## [ABOUT THIS TASK]
I'd like every line from the material below that has "main" in it.
(Beginning of SUPPLIED INFORMATION)
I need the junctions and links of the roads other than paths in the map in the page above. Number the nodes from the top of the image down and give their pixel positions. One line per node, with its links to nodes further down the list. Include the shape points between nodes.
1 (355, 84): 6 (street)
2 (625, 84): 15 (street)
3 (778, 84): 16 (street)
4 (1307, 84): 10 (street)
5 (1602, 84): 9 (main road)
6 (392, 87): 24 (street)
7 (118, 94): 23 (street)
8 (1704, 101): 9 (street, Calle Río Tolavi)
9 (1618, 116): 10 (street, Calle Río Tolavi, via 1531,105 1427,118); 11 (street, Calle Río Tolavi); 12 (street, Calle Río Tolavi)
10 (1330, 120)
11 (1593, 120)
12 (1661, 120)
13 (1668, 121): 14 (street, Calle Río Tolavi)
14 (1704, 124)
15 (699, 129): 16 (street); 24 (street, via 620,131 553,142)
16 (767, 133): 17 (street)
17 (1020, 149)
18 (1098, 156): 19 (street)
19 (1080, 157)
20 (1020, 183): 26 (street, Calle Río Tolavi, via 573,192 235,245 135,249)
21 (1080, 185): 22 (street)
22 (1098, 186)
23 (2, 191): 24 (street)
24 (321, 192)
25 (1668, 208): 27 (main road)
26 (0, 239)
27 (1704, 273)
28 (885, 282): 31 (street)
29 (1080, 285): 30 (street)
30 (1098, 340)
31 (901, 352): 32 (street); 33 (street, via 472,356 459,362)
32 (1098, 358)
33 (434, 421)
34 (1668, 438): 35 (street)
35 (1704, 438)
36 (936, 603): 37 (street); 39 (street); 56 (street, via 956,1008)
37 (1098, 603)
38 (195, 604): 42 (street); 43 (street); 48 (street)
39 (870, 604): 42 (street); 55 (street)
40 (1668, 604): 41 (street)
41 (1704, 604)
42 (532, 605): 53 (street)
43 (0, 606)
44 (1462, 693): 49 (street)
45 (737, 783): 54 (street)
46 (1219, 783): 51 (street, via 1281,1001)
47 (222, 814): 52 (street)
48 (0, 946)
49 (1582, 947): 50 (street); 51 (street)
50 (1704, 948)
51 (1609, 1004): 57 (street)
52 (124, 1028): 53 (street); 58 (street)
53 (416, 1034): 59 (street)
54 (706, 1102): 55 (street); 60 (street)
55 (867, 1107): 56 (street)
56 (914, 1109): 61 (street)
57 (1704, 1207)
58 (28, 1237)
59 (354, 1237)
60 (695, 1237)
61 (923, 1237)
(End of SUPPLIED INFORMATION)
## [TASK SOLUTION]
5 (1602, 84): 9 (main road)
25 (1668, 208): 27 (main road)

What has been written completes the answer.